_ACTIVITY:_
Restate the following entries exactly. Keep the pictures out.

(AVAILABLE RECORDS)

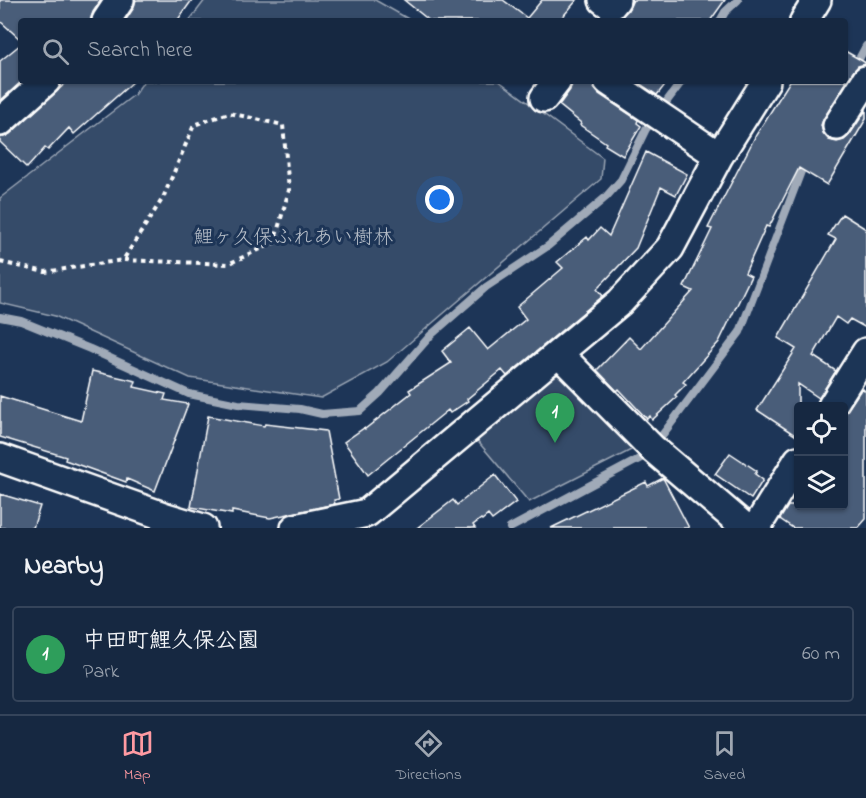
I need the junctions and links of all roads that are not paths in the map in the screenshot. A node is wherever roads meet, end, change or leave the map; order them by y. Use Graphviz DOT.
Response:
graph roads {
  1 [pos="120,0"];
  2 [pos="817,0"];
  3 [pos="107,18"];
  4 [pos="806,18"];
  5 [pos="866,80"];
  6 [pos="43,84"];
  7 [pos="612,84"];
  8 [pos="764,84"];
  9 [pos="0,122"];
  10 [pos="837,126"];
  11 [pos="719,156"];
  12 [pos="866,352"];
  13 [pos="559,354"];
  14 [pos="835,402"];
  15 [pos="0,458"];
  16 [pos="794,466"];
  17 [pos="203,528"];
  18 [pos="295,528"];
  19 [pos="746,528"];
  20 [pos="756,528"];
  1 -- 3 [label="street"];
  2 -- 4 [label="street"];
  5 -- 10 [label="street"];
  6 -- 9 [label="street"];
  7 -- 11 [label="street"];
  8 -- 11 [label="street"];
  11 -- 13 [label="street"];
  12 -- 14 [label="street"];
  13 -- 18 [label="street"];
  13 -- 19 [label="street"];
  15 -- 17 [label="street"];
  16 -- 20 [label="street"];
}
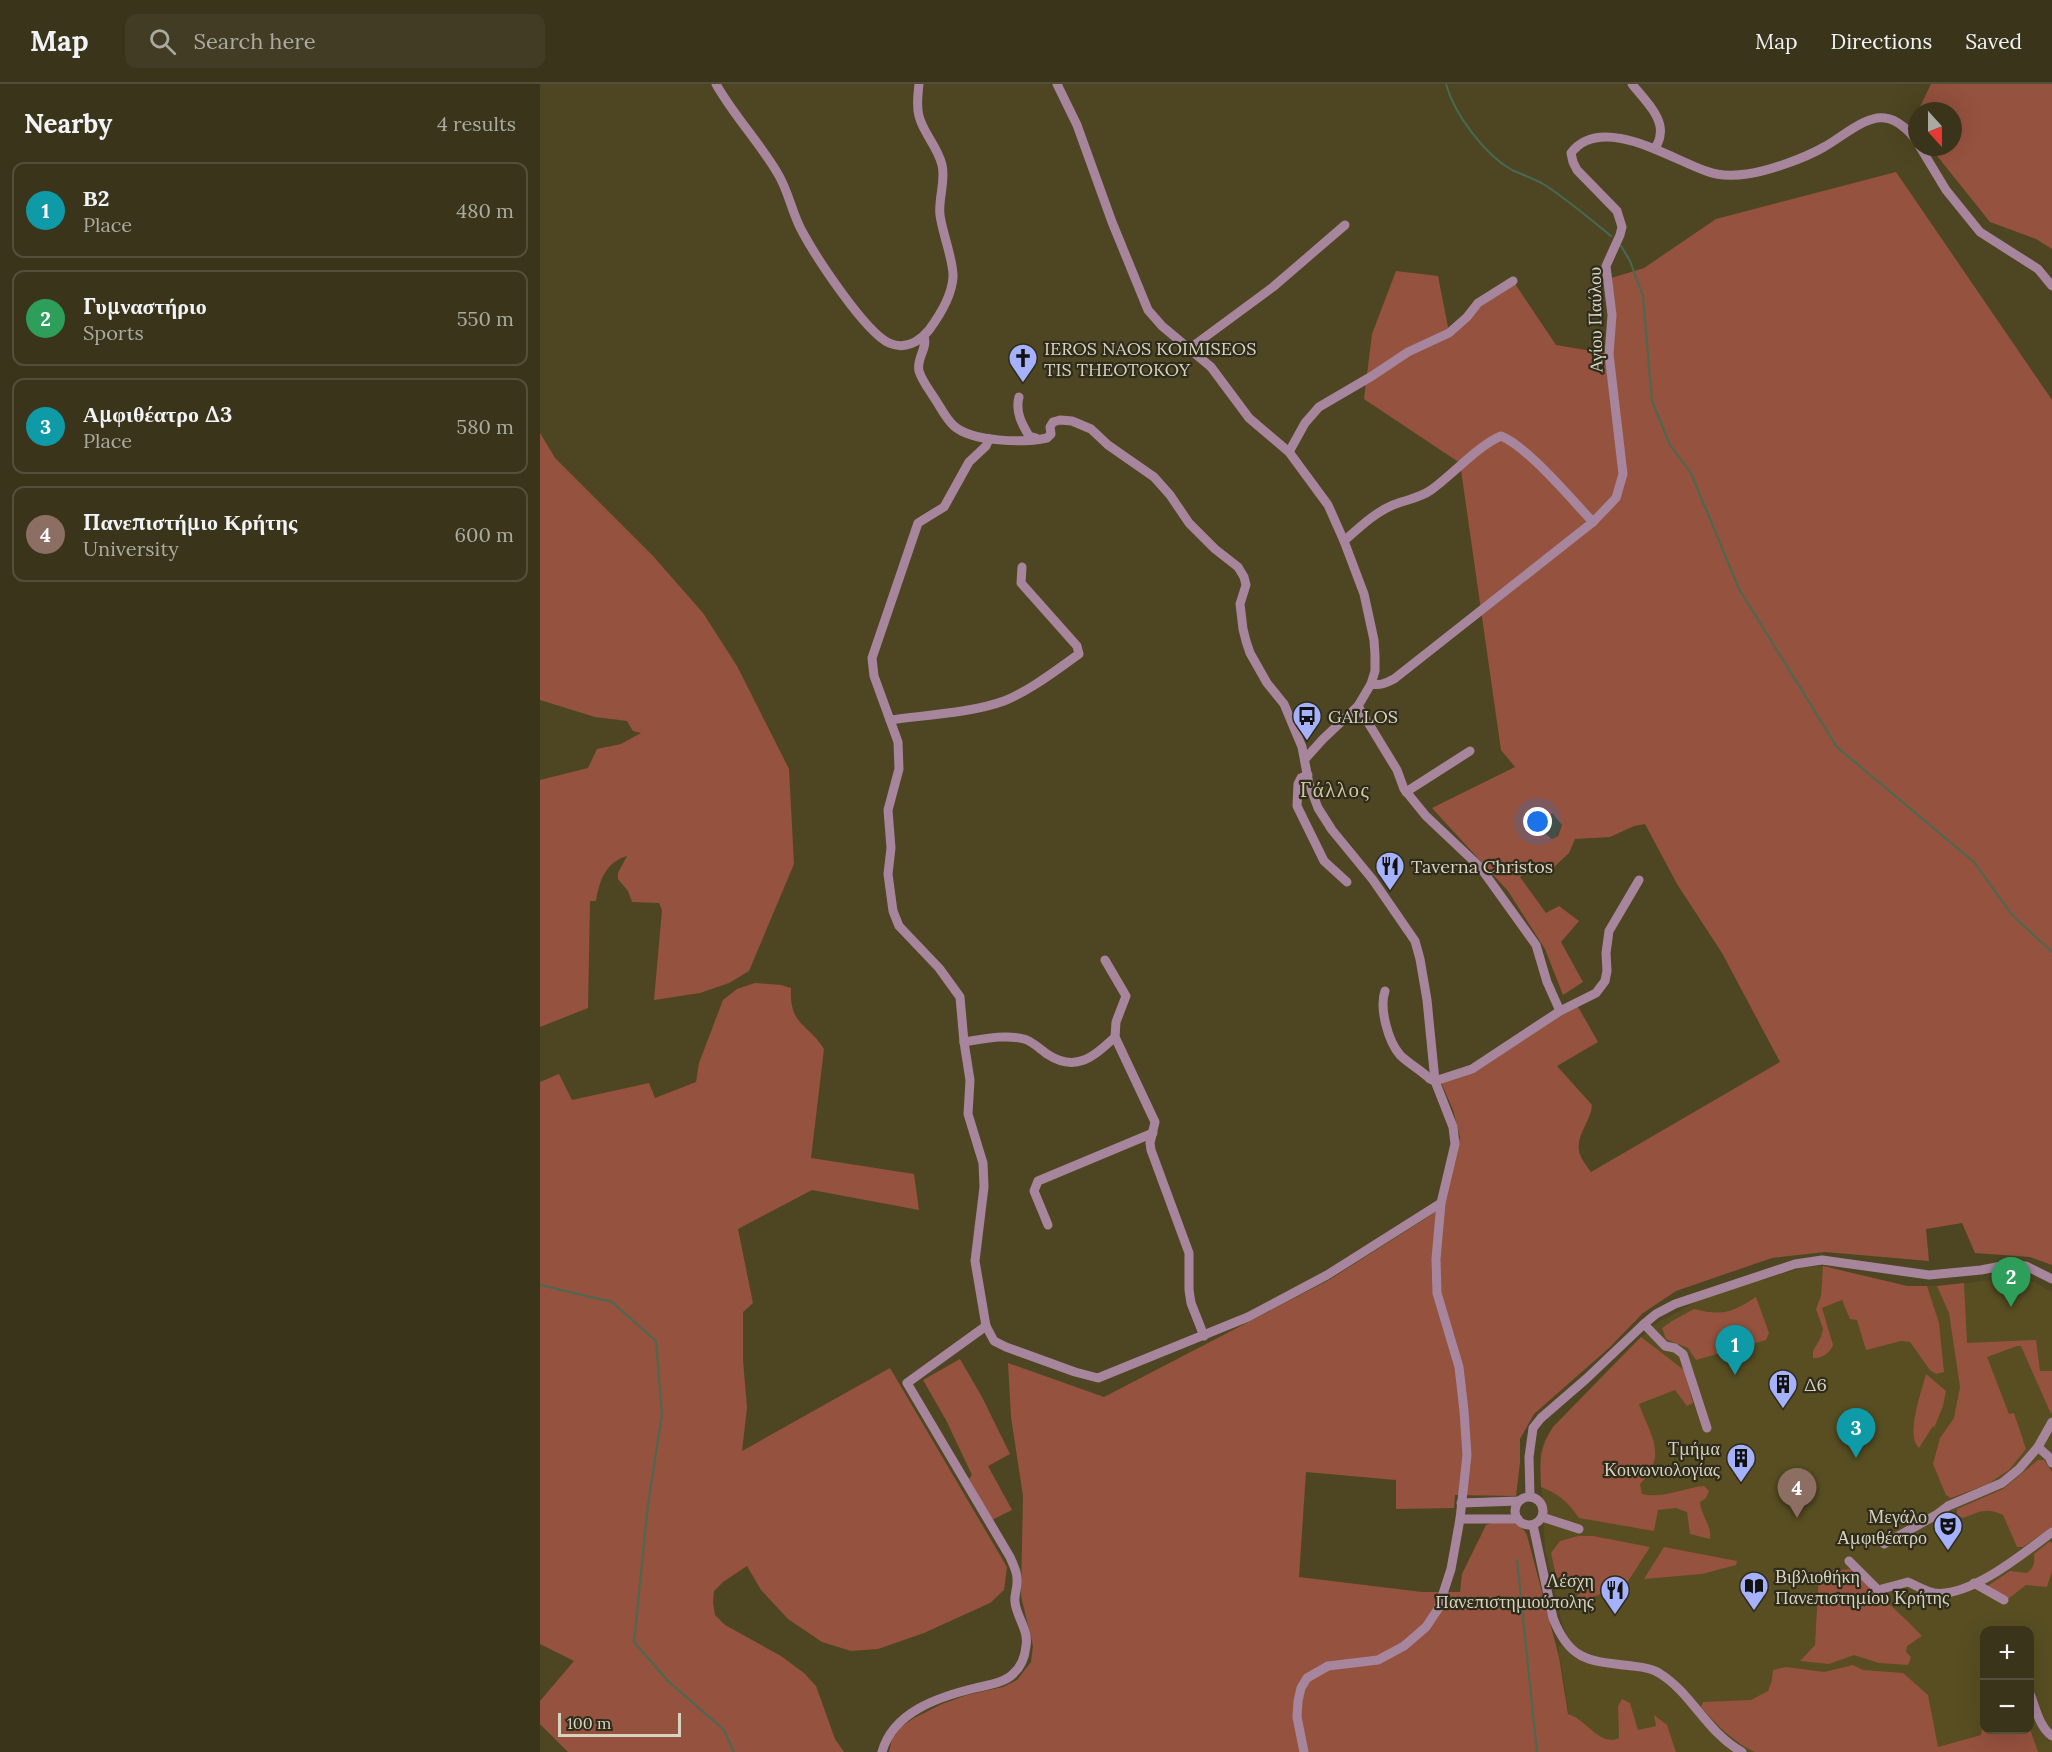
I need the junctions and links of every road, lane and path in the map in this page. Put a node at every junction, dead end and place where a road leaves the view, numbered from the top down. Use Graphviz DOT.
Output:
graph roads {
  1 [pos="716,84"];
  2 [pos="919,84"];
  3 [pos="1057,84"];
  4 [pos="1632,84"];
  5 [pos="1908,133"];
  6 [pos="1655,149"];
  7 [pos="1925,156"];
  8 [pos="1345,225"];
  9 [pos="1513,281"];
  10 [pos="2052,286"];
  11 [pos="924,336"];
  12 [pos="1189,349"];
  13 [pos="1019,398"];
  14 [pos="989,439"];
  15 [pos="1042,439"];
  16 [pos="1289,452"];
  17 [pos="1593,522"];
  18 [pos="1344,541"];
  19 [pos="1022,567"];
  20 [pos="1371,684"];
  21 [pos="1358,706"];
  22 [pos="890,720"];
  23 [pos="1470,751"];
  24 [pos="1305,759"];
  25 [pos="1308,775"];
  26 [pos="1406,792"];
  27 [pos="1639,880"];
  28 [pos="1347,882"];
  29 [pos="1105,960"];
  30 [pos="1385,991"];
  31 [pos="1560,1011"];
  32 [pos="1115,1037"];
  33 [pos="964,1042"];
  34 [pos="1434,1081"];
  35 [pos="1153,1133"];
  36 [pos="1441,1203"];
  37 [pos="1047,1225"];
  38 [pos="2052,1279"];
  39 [pos="1644,1324"];
  40 [pos="986,1326"];
  41 [pos="1204,1335"];
  42 [pos="2052,1422"];
  43 [pos="1707,1428"];
  44 [pos="2038,1447"];
  45 [pos="2052,1463"];
  46 [pos="1530,1496"];
  47 [pos="1519,1501"];
  48 [pos="1461,1503"];
  49 [pos="1542,1517"];
  50 [pos="1460,1519"];
  51 [pos="1518,1519"];
  52 [pos="1533,1525"];
  53 [pos="1579,1529"];
  54 [pos="2052,1532"];
  55 [pos="1884,1544"];
  56 [pos="1849,1561"];
  57 [pos="1974,1583"];
  58 [pos="2004,1599"];
  59 [pos="2034,1706"];
  60 [pos="2052,1737"];
  61 [pos="882,1752"];
  62 [pos="1304,1752"];
  63 [pos="1742,1752"];
  1 -- 11 [label="street"];
  2 -- 11 [label="street"];
  3 -- 12 [label="street"];
  4 -- 6 [label="street"];
  5 -- 6 [label="street, Αγίου Παύλου"];
  6 -- 17 [label="street, Αγίου Παύλου"];
  7 -- 10 [label="street"];
  8 -- 12 [label="street"];
  9 -- 16 [label="street"];
  11 -- 14 [label="street"];
  12 -- 16 [label="street"];
  13 -- 15 [label="street"];
  14 -- 15 [label="street"];
  14 -- 22 [label="street"];
  15 -- 24 [label="street"];
  16 -- 18 [label="street"];
  17 -- 18 [label="street"];
  17 -- 20 [label="street"];
  18 -- 20 [label="street"];
  19 -- 22 [label="street"];
  20 -- 21 [label="street"];
  21 -- 24 [label="street"];
  21 -- 26 [label="street"];
  22 -- 33 [label="street"];
  23 -- 26 [label="street"];
  24 -- 25 [label="street"];
  25 -- 28 [label="street"];
  25 -- 34 [label="street"];
  26 -- 31 [label="street"];
  27 -- 31 [label="street"];
  29 -- 32 [label="street"];
  30 -- 34 [label="street"];
  31 -- 34 [label="street"];
  32 -- 33 [label="street"];
  32 -- 35 [label="street"];
  33 -- 40 [label="street"];
  34 -- 36 [label="street"];
  35 -- 37 [label="street"];
  35 -- 41 [label="street"];
  36 -- 41 [label="street"];
  36 -- 48 [label="street"];
  38 -- 39 [label="street"];
  39 -- 43 [label="street"];
  39 -- 46 [label="street"];
  40 -- 41 [label="street"];
  40 -- 61 [label="street"];
  42 -- 44 [label="street"];
  44 -- 45 [label="street"];
  44 -- 55 [label="street"];
  46 -- 47 [label="street"];
  46 -- 49 [label="street"];
  47 -- 48 [label="street"];
  47 -- 51 [label="street"];
  48 -- 50 [label="street"];
  49 -- 52 [label="street"];
  49 -- 53 [label="street"];
  50 -- 51 [label="street"];
  50 -- 62 [label="street"];
  51 -- 52 [label="street"];
  52 -- 63 [label="street"];
  54 -- 57 [label="street"];
  56 -- 57 [label="street"];
  57 -- 58 [label="street"];
  59 -- 60 [label="street"];
}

(End AVAILABLE RECORDS)

_RESULT OF THIS EXERCISE:_
I need the junctions and links of all roads that are not paths in the map in the screenshot. A node is wherever roads meet, end, change or leave the map; order them by y. Use Graphviz DOT.
Response:
graph roads {
  1 [pos="120,0"];
  2 [pos="817,0"];
  3 [pos="107,18"];
  4 [pos="806,18"];
  5 [pos="866,80"];
  6 [pos="43,84"];
  7 [pos="612,84"];
  8 [pos="764,84"];
  9 [pos="0,122"];
  10 [pos="837,126"];
  11 [pos="719,156"];
  12 [pos="866,352"];
  13 [pos="559,354"];
  14 [pos="835,402"];
  15 [pos="0,458"];
  16 [pos="794,466"];
  17 [pos="203,528"];
  18 [pos="295,528"];
  19 [pos="746,528"];
  20 [pos="756,528"];
  1 -- 3 [label="street"];
  2 -- 4 [label="street"];
  5 -- 10 [label="street"];
  6 -- 9 [label="street"];
  7 -- 11 [label="street"];
  8 -- 11 [label="street"];
  11 -- 13 [label="street"];
  12 -- 14 [label="street"];
  13 -- 18 [label="street"];
  13 -- 19 [label="street"];
  15 -- 17 [label="street"];
  16 -- 20 [label="street"];
}
I need the junctions and links of every road, lane and path in the map in this page. Put a node at every junction, dead end and place where a road leaves the view, numbered from the top down. Use Graphviz DOT.
Output:
graph roads {
  1 [pos="716,84"];
  2 [pos="919,84"];
  3 [pos="1057,84"];
  4 [pos="1632,84"];
  5 [pos="1908,133"];
  6 [pos="1655,149"];
  7 [pos="1925,156"];
  8 [pos="1345,225"];
  9 [pos="1513,281"];
  10 [pos="2052,286"];
  11 [pos="924,336"];
  12 [pos="1189,349"];
  13 [pos="1019,398"];
  14 [pos="989,439"];
  15 [pos="1042,439"];
  16 [pos="1289,452"];
  17 [pos="1593,522"];
  18 [pos="1344,541"];
  19 [pos="1022,567"];
  20 [pos="1371,684"];
  21 [pos="1358,706"];
  22 [pos="890,720"];
  23 [pos="1470,751"];
  24 [pos="1305,759"];
  25 [pos="1308,775"];
  26 [pos="1406,792"];
  27 [pos="1639,880"];
  28 [pos="1347,882"];
  29 [pos="1105,960"];
  30 [pos="1385,991"];
  31 [pos="1560,1011"];
  32 [pos="1115,1037"];
  33 [pos="964,1042"];
  34 [pos="1434,1081"];
  35 [pos="1153,1133"];
  36 [pos="1441,1203"];
  37 [pos="1047,1225"];
  38 [pos="2052,1279"];
  39 [pos="1644,1324"];
  40 [pos="986,1326"];
  41 [pos="1204,1335"];
  42 [pos="2052,1422"];
  43 [pos="1707,1428"];
  44 [pos="2038,1447"];
  45 [pos="2052,1463"];
  46 [pos="1530,1496"];
  47 [pos="1519,1501"];
  48 [pos="1461,1503"];
  49 [pos="1542,1517"];
  50 [pos="1460,1519"];
  51 [pos="1518,1519"];
  52 [pos="1533,1525"];
  53 [pos="1579,1529"];
  54 [pos="2052,1532"];
  55 [pos="1884,1544"];
  56 [pos="1849,1561"];
  57 [pos="1974,1583"];
  58 [pos="2004,1599"];
  59 [pos="2034,1706"];
  60 [pos="2052,1737"];
  61 [pos="882,1752"];
  62 [pos="1304,1752"];
  63 [pos="1742,1752"];
  1 -- 11 [label="street"];
  2 -- 11 [label="street"];
  3 -- 12 [label="street"];
  4 -- 6 [label="street"];
  5 -- 6 [label="street, Αγίου Παύλου"];
  6 -- 17 [label="street, Αγίου Παύλου"];
  7 -- 10 [label="street"];
  8 -- 12 [label="street"];
  9 -- 16 [label="street"];
  11 -- 14 [label="street"];
  12 -- 16 [label="street"];
  13 -- 15 [label="street"];
  14 -- 15 [label="street"];
  14 -- 22 [label="street"];
  15 -- 24 [label="street"];
  16 -- 18 [label="street"];
  17 -- 18 [label="street"];
  17 -- 20 [label="street"];
  18 -- 20 [label="street"];
  19 -- 22 [label="street"];
  20 -- 21 [label="street"];
  21 -- 24 [label="street"];
  21 -- 26 [label="street"];
  22 -- 33 [label="street"];
  23 -- 26 [label="street"];
  24 -- 25 [label="street"];
  25 -- 28 [label="street"];
  25 -- 34 [label="street"];
  26 -- 31 [label="street"];
  27 -- 31 [label="street"];
  29 -- 32 [label="street"];
  30 -- 34 [label="street"];
  31 -- 34 [label="street"];
  32 -- 33 [label="street"];
  32 -- 35 [label="street"];
  33 -- 40 [label="street"];
  34 -- 36 [label="street"];
  35 -- 37 [label="street"];
  35 -- 41 [label="street"];
  36 -- 41 [label="street"];
  36 -- 48 [label="street"];
  38 -- 39 [label="street"];
  39 -- 43 [label="street"];
  39 -- 46 [label="street"];
  40 -- 41 [label="street"];
  40 -- 61 [label="street"];
  42 -- 44 [label="street"];
  44 -- 45 [label="street"];
  44 -- 55 [label="street"];
  46 -- 47 [label="street"];
  46 -- 49 [label="street"];
  47 -- 48 [label="street"];
  47 -- 51 [label="street"];
  48 -- 50 [label="street"];
  49 -- 52 [label="street"];
  49 -- 53 [label="street"];
  50 -- 51 [label="street"];
  50 -- 62 [label="street"];
  51 -- 52 [label="street"];
  52 -- 63 [label="street"];
  54 -- 57 [label="street"];
  56 -- 57 [label="street"];
  57 -- 58 [label="street"];
  59 -- 60 [label="street"];
}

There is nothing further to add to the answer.